Biochemistry & Organic Chemistry

Prebiotic Synthesis of Aspartate Using Life’s Metabolism as a Guide

By Keith Cowing
Status Report
Life
May 29, 2023
Filed under , , , , , ,
Prebiotic Synthesis of Aspartate Using Life’s Metabolism as a Guide
Minimal autotrophic protometabolism. The network presents a chemically focused set of reactions which have universal or ancient conservation across all domains of life. The network is oriented around a pH gradient-catalysed CO2 fixation pathway with chemical similarity to the acetyl-CoA pathway and extends to the essential amino acids, nucleotides, and cofactors required in modern metabolisms. Major super-pathways have been colour-coded, and dashed lines represent pathways with poor conservation between bacterial and archaeal clades. — Life

A protometabolic approach to the origins of life assumes that the conserved biochemistry of metabolism has direct continuity with prebiotic chemistry. One of the most important amino acids in modern biology is aspartic acid, serving as a nodal metabolite for the synthesis of many other essential biomolecules. Aspartate’s prebiotic synthesis is complicated by the instability of its precursor, oxaloacetate.

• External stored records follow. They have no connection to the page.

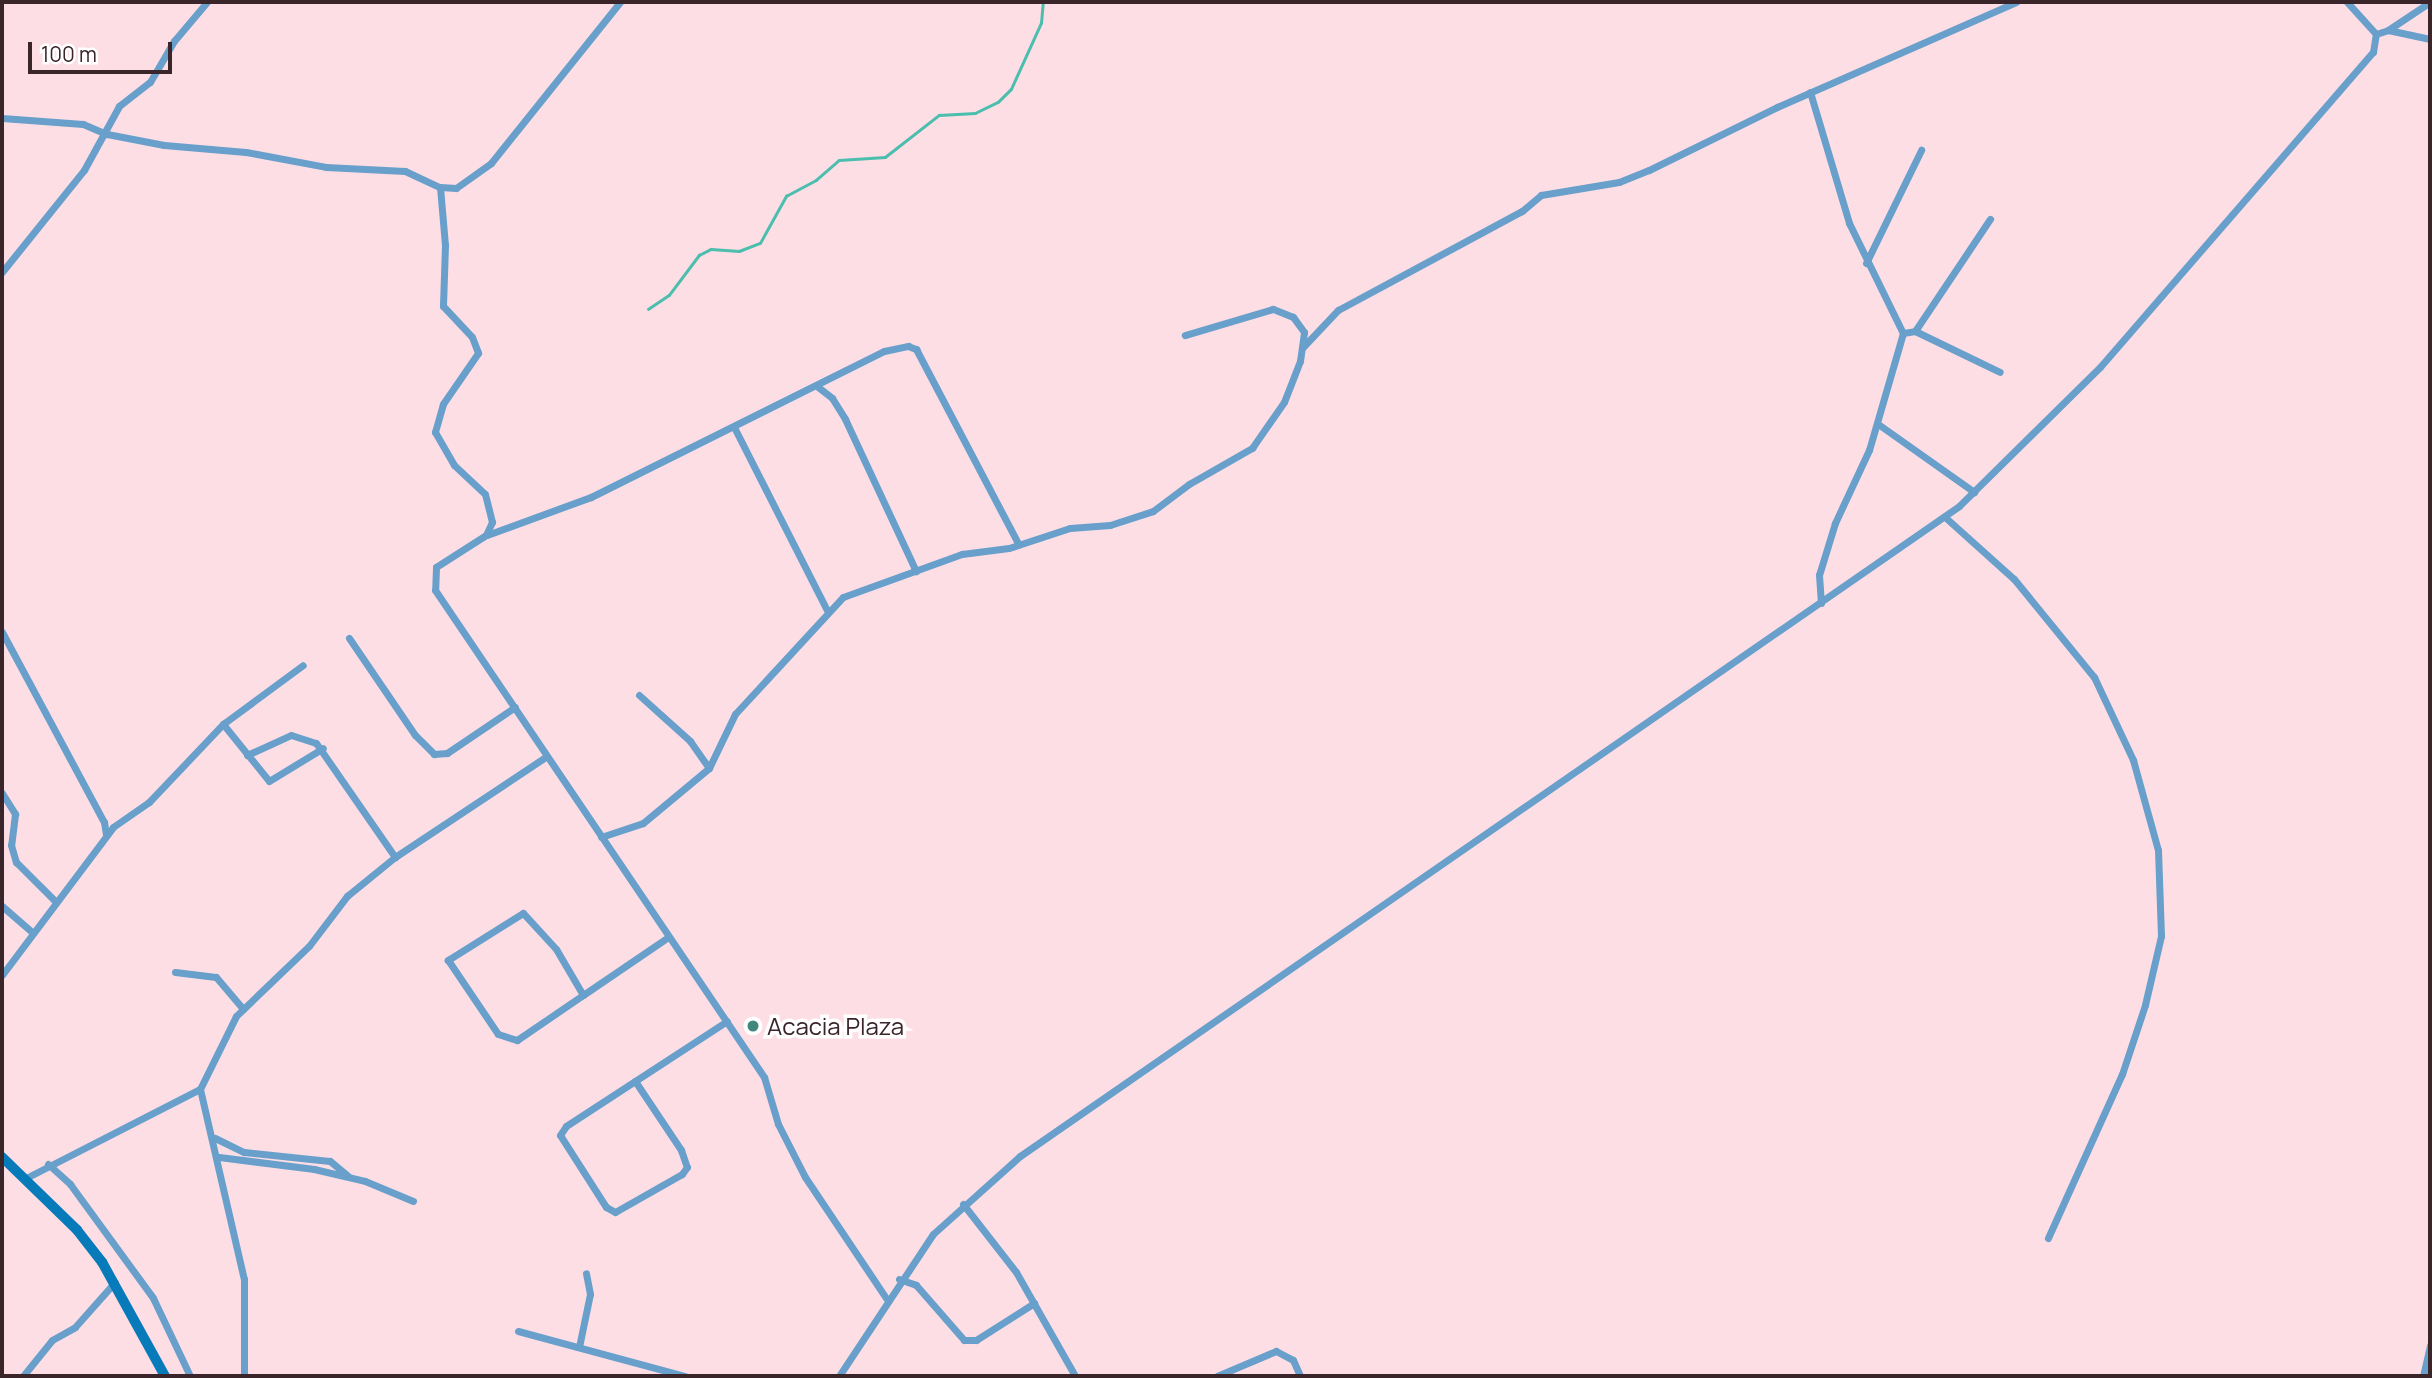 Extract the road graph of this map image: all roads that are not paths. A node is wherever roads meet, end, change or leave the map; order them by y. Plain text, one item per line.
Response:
1 (208, 2) edge
2 (620, 2) edge
3 (2016, 2) edge
4 (2347, 2) edge
5 (2430, 2) edge
6 (2388, 30) junction
7 (2376, 34) junction
8 (2430, 39) edge
9 (1810, 92) junction
10 (2, 118) edge
11 (107, 134) junction
12 (1921, 150) dead end
13 (440, 187) junction
14 (1990, 219) dead end
15 (1866, 262) junction
16 (2, 272) edge
17 (1915, 331) junction
18 (1903, 333) junction
19 (1185, 335) dead end
20 (1303, 347) junction
21 (2000, 372) dead end
22 (818, 387) junction
23 (1878, 424) junction
24 (735, 429) junction
25 (1975, 492) junction
26 (1946, 518) junction
27 (486, 535) junction
28 (1019, 545) junction
29 (916, 570) junction
30 (1821, 603) junction
31 (827, 610) junction
32 (2, 632) edge
33 (349, 638) dead end
34 (303, 665) dead end
35 (639, 695) dead end
36 (515, 707) junction
37 (223, 724) junction
38 (323, 748) junction
39 (247, 755) junction
40 (547, 756) junction
41 (709, 768) junction
42 (2, 793) edge
43 (106, 834) junction
44 (601, 837) junction
45 (394, 856) junction
46 (56, 902) junction
47 (2, 906) edge
48 (33, 933) junction
49 (667, 938) junction
50 (175, 972) dead end
51 (2, 975) edge
52 (583, 995) junction
53 (243, 1009) junction
54 (727, 1021) junction
55 (635, 1081) junction
56 (200, 1089) junction
57 (215, 1138) junction
58 (2, 1157) edge
59 (219, 1157) junction
60 (48, 1164) junction
61 (26, 1178) junction
62 (350, 1178) junction
63 (413, 1201) dead end
64 (963, 1205) junction
65 (2048, 1238) dead end
66 (586, 1273) dead end
67 (899, 1279) junction
68 (116, 1282) junction
69 (886, 1298) junction
70 (1034, 1303) junction
71 (518, 1331) dead end
72 (2430, 1345) edge
73 (579, 1347) junction
74 (23, 1376) edge
75 (165, 1376) edge
76 (190, 1376) edge
77 (244, 1376) edge
78 (685, 1376) edge
79 (839, 1376) edge
80 (1075, 1376) edge
81 (1217, 1376) edge
82 (1300, 1376) edge
83 (2423, 1376) edge

1 - 11 street
2 - 13 street
3 - 9 street
4 - 7 street
5 - 6 street
6 - 7 street
6 - 8 street
7 - 25 street
9 - 15 street
9 - 20 street
10 - 11 street
11 - 13 street
11 - 16 street
12 - 15 street
13 - 27 street
14 - 17 street
15 - 18 street
17 - 18 street
17 - 21 street
18 - 23 street
19 - 20 street
20 - 28 street
22 - 24 street
22 - 28 street
22 - 29 street
23 - 25 street
23 - 30 street
24 - 27 street
24 - 31 street
25 - 26 street
26 - 30 street
26 - 65 street
27 - 36 street
28 - 29 street
29 - 31 street
30 - 64 street
31 - 41 street
32 - 43 street
33 - 36 street
34 - 37 street
35 - 41 street
36 - 40 street
37 - 39 street
37 - 43 street
38 - 39 street
38 - 39 street
38 - 45 street
40 - 44 street
40 - 45 street
41 - 44 street
42 - 46 street
43 - 46 street
44 - 49 street
45 - 53 street
46 - 48 street
47 - 48 street
48 - 51 street
49 - 52 street
49 - 54 street
50 - 53 street
52 - 52 street
53 - 56 street
54 - 55 street
54 - 69 street
55 - 55 street
56 - 57 street
56 - 60 street
57 - 59 street
57 - 62 street
58 - 61 main road
59 - 62 street
59 - 77 street
60 - 61 street
60 - 76 street
61 - 68 main road
62 - 63 street
64 - 67 street
64 - 70 street
66 - 73 street
67 - 69 street
67 - 70 street
68 - 74 street
68 - 75 main road
69 - 79 street
70 - 80 street
71 - 73 street
72 - 83 street
73 - 78 street
81 - 82 street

In this paper, we show that the use of the biologically relevant cofactor pyridoxamine, supported by metal ion catalysis, is sufficiently fast to offset oxaloacetate’s degradation. Cu2+-catalysed transamination of oxaloacetate by pyridoxamine achieves around a 5% yield within 1 h, and can operate across a broad range of pH, temperature, and pressure.

In addition, the synthesis of the downstream product β-alanine may also take place in the same reaction system at very low yields, directly mimicking an archaeal synthesis route. Amino group transfer supported by pyridoxal is shown to take place from aspartate to alanine, but the reverse reaction (alanine to aspartate) shows a poor yield. Overall, our results show that the nodal metabolite aspartate and related amino acids can indeed be synthesised via protometabolic pathways that foreshadow modern metabolism in the presence of the simple cofactor pyridoxamine and metal ions.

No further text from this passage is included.